(Records from a data source)
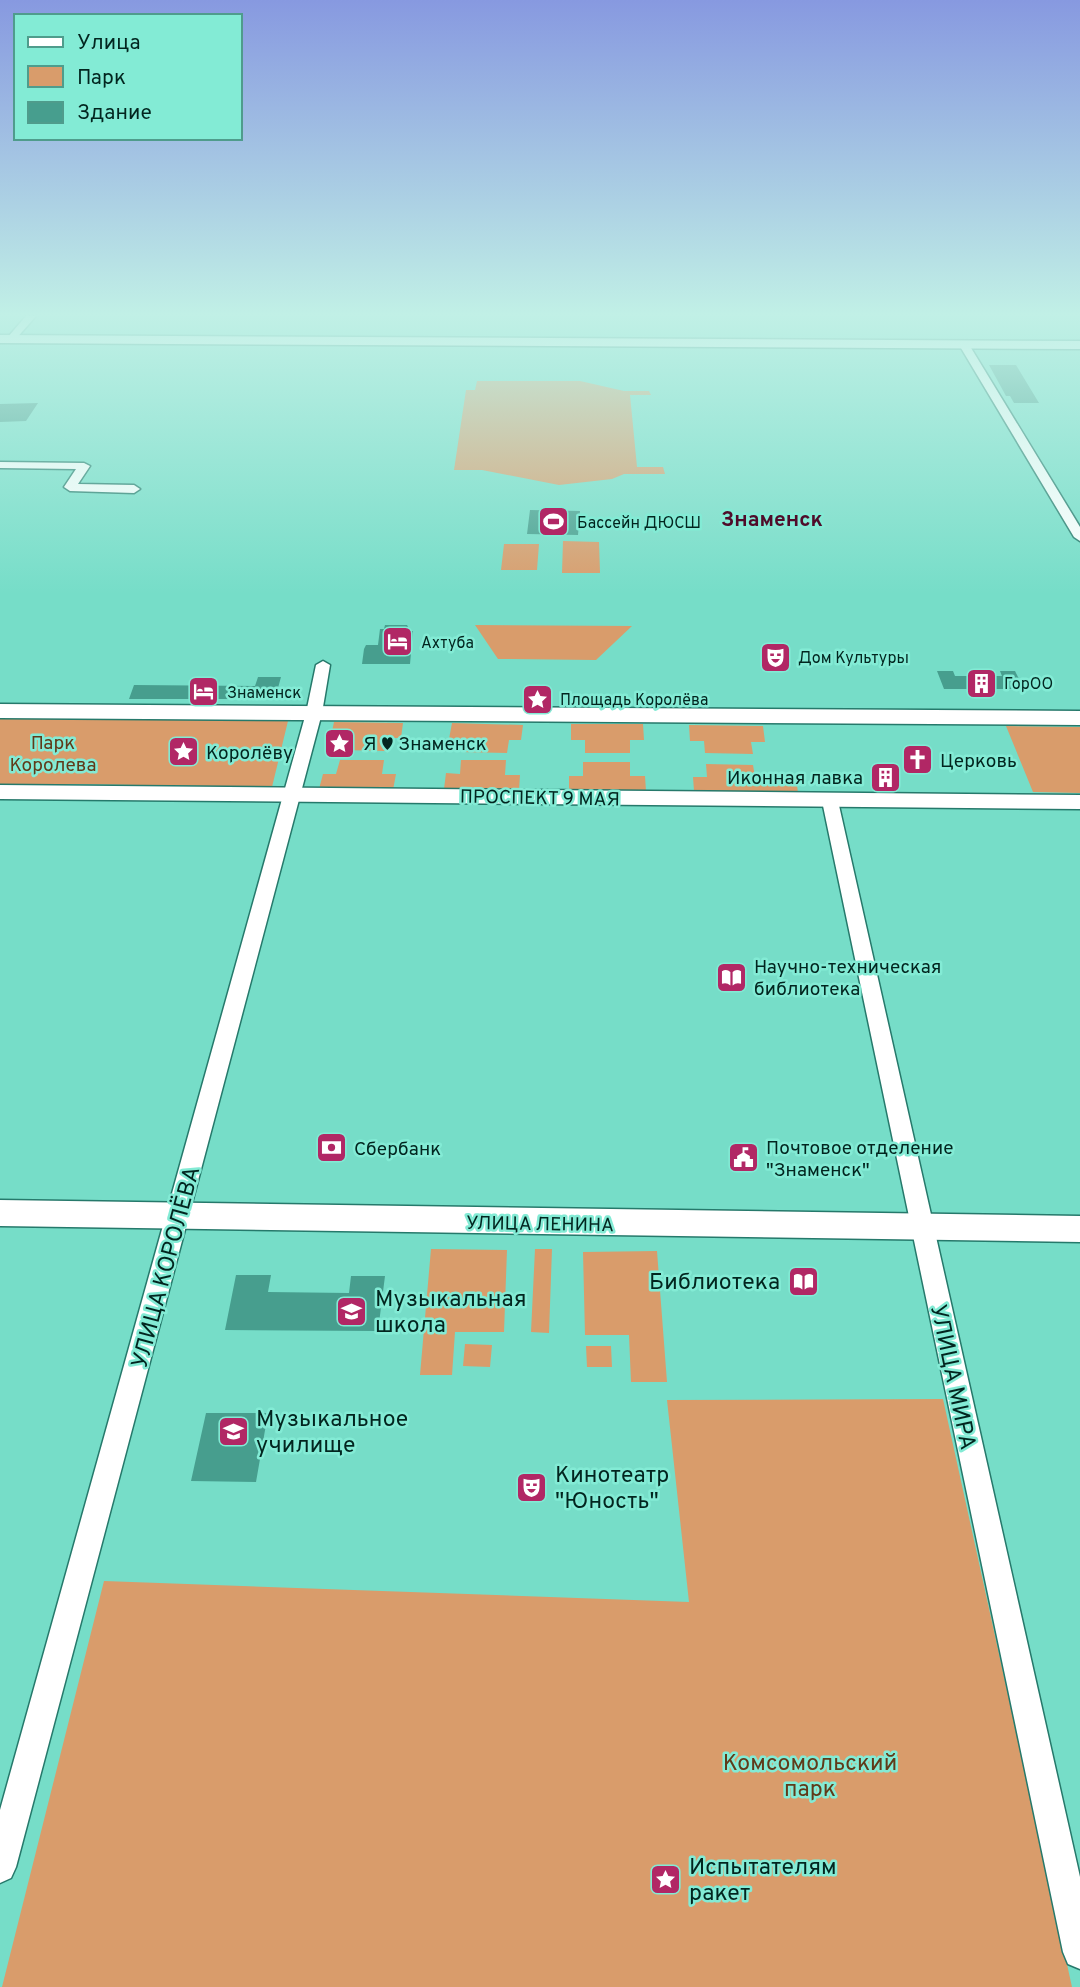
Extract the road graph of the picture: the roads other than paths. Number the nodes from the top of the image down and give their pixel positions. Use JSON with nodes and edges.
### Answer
{"nodes":[{"id":1,"x":1003,"y":409,"type":"edge"},
{"id":2,"x":0,"y":465,"type":"edge"},
{"id":3,"x":134,"y":489,"type":"dead end"},
{"id":4,"x":1080,"y":537,"type":"edge"},
{"id":5,"x":323,"y":666,"type":"dead end"},
{"id":6,"x":0,"y":710,"type":"edge"},
{"id":7,"x":314,"y":713,"type":"junction"},
{"id":8,"x":1080,"y":718,"type":"edge"},
{"id":9,"x":0,"y":792,"type":"edge"},
{"id":10,"x":293,"y":794,"type":"junction"},
{"id":11,"x":830,"y":801,"type":"junction"},
{"id":12,"x":1080,"y":802,"type":"edge"},
{"id":13,"x":0,"y":1213,"type":"edge"},
{"id":14,"x":180,"y":1215,"type":"junction"},
{"id":15,"x":921,"y":1228,"type":"junction"},
{"id":16,"x":1080,"y":1229,"type":"edge"},
{"id":17,"x":0,"y":1867,"type":"edge"},
{"id":18,"x":1080,"y":1952,"type":"edge"}],
"edges":[{"from":1,"to":4,"type":"street"},
{"from":2,"to":3,"type":"street"},
{"from":5,"to":7,"type":"street","name":"УЛИЦА КОРОЛЁВА"},
{"from":6,"to":7,"type":"street"},
{"from":7,"to":8,"type":"street"},
{"from":7,"to":10,"type":"street","name":"УЛИЦА КОРОЛЁВА"},
{"from":9,"to":10,"type":"street","name":"ПРОСПЕКТ 9 МАЯ"},
{"from":10,"to":11,"type":"street","name":"ПРОСПЕКТ 9 МАЯ"},
{"from":10,"to":14,"type":"street","name":"УЛИЦА КОРОЛЁВА"},
{"from":11,"to":12,"type":"street","name":"ПРОСПЕКТ 9 МАЯ"},
{"from":11,"to":15,"type":"street","name":"УЛИЦА МИРА"},
{"from":13,"to":14,"type":"street","name":"УЛИЦА ЛЕНИНА"},
{"from":14,"to":15,"type":"street","name":"УЛИЦА ЛЕНИНА"},
{"from":14,"to":17,"type":"street","name":"УЛИЦА КОРОЛЁВА"},
{"from":15,"to":16,"type":"street","name":"УЛИЦА ЛЕНИНА"},
{"from":15,"to":18,"type":"street","name":"УЛИЦА МИРА"}]}
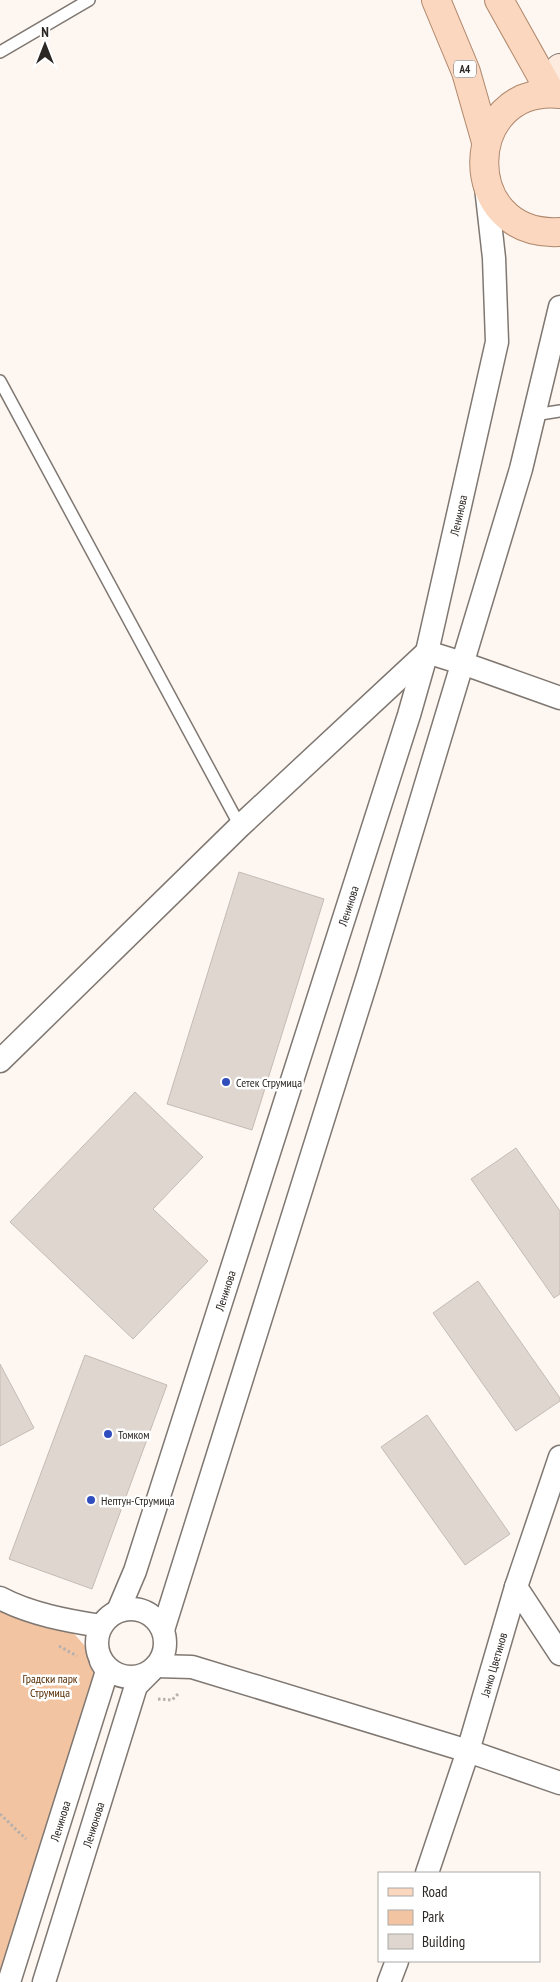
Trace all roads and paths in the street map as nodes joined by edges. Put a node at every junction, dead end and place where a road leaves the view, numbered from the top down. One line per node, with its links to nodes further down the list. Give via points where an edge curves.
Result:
1 (89, 0): 4 (lane)
2 (436, 0): 7 (main road, A4, via 466,72)
3 (499, 0): 6 (main road)
4 (0, 52)
5 (560, 68): 6 (main road)
6 (555, 93): 7 (main road, A4, via 530,96 511,107 496,122)
7 (486, 142): 8 (main road, A4, via 483,155)
8 (486, 182): 9 (main road, A4, via 493,200 521,225 540,231); 14 (street, Ленинова, via 494,258 497,342)
9 (560, 232)
10 (560, 307): 13 (street)
11 (0, 381): 17 (lane)
12 (560, 411): 13 (lane)
13 (534, 415): 15 (street, via 521,470)
14 (427, 652): 15 (street); 17 (street); 22 (street, Ленинова, via 135,1571)
15 (462, 663): 16 (street); 25 (street, via 370,973)
16 (560, 698)
17 (240, 826): 18 (street)
18 (0, 1061)
19 (560, 1457): 20 (street, Јанко Цветинов)
20 (516, 1587): 27 (street); 31 (street, Јанко Цветинов)
21 (0, 1598): 23 (street)
22 (118, 1611): 24 (street); 25 (street, via 128,1609 147,1613 157,1620)
23 (61, 1619): 24 (street); 28 (street)
24 (101, 1626): 28 (street)
25 (164, 1635): 29 (street); 30 (street, via 164,1653)
26 (58, 1645): 28 (path)
27 (560, 1654)
28 (94, 1657): 30 (street, via 123,1677 135,1678); 34 (street, Ленинова, via 107,1671)
29 (192, 1667): 30 (street); 31 (street)
30 (153, 1669): 38 (street, Ленионова, via 136,1686)
31 (468, 1751): 32 (street); 35 (street, Јанко Цветинов)
32 (560, 1783)
33 (0, 1814): 34 (path)
34 (49, 1860): 37 (street, Ленинова)
35 (427, 1872)
36 (397, 1962): 39 (street)
37 (9, 1982)
38 (44, 1982)
39 (390, 1982)

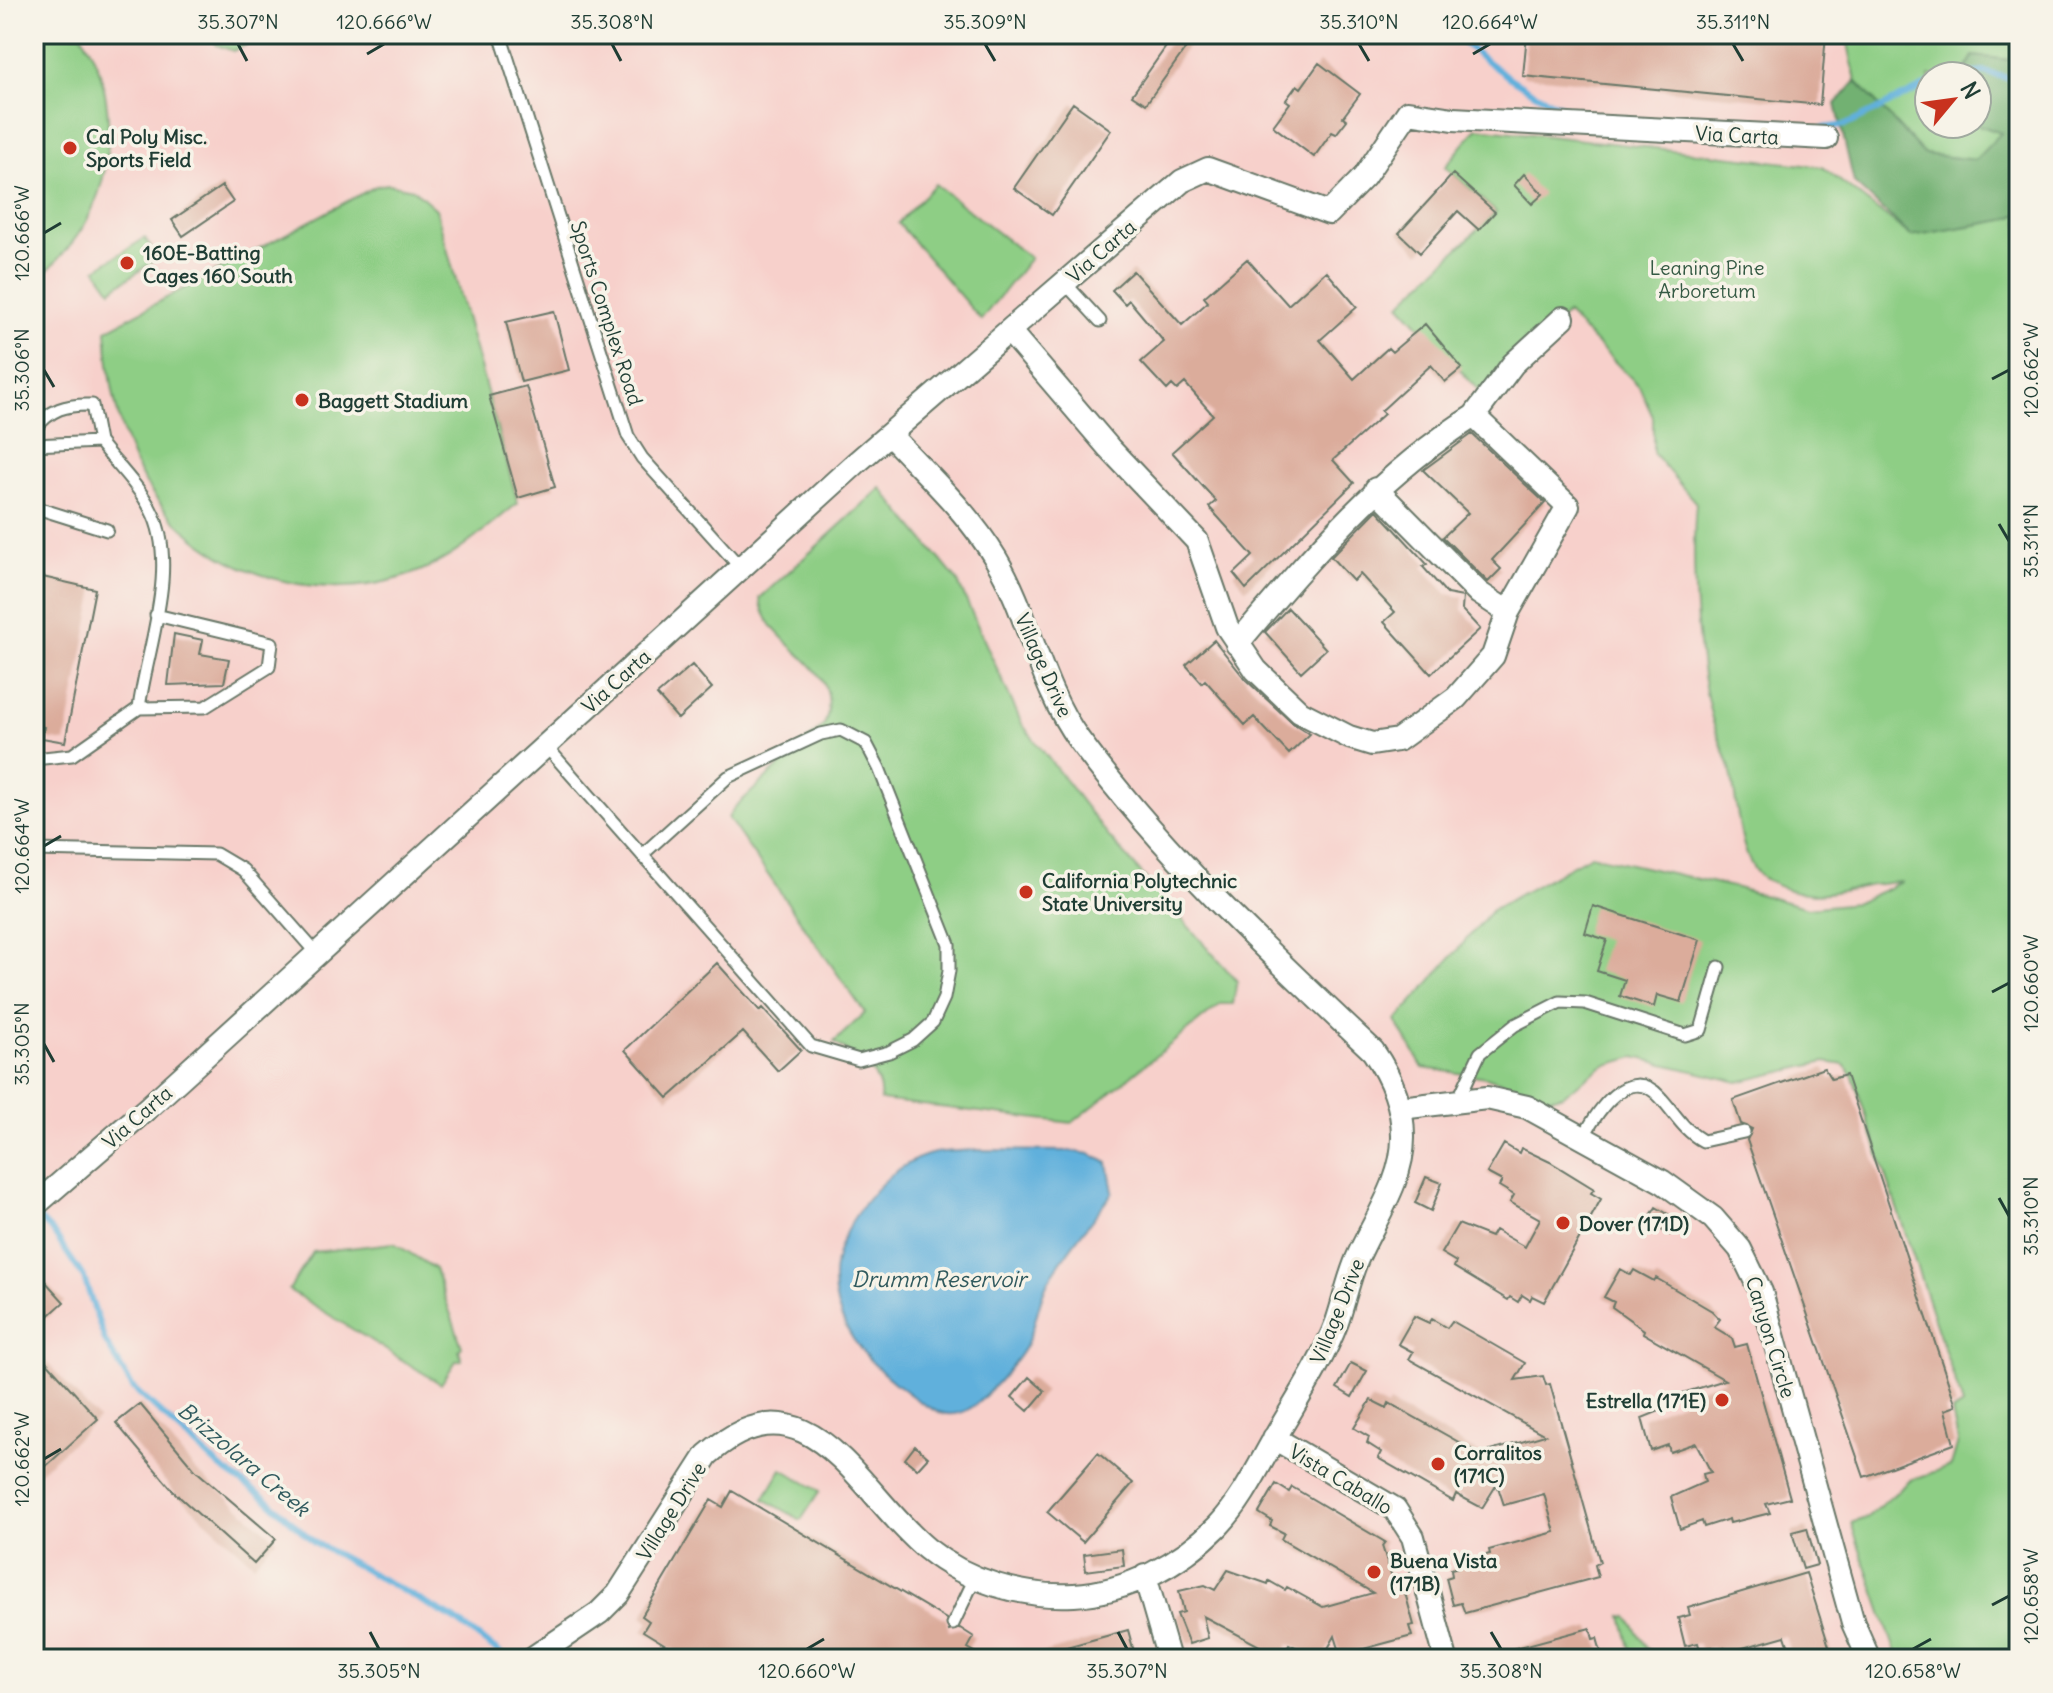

- About this task: Check every line of the data for the word "Цветинов". The response is the count alone.

- Response area: 3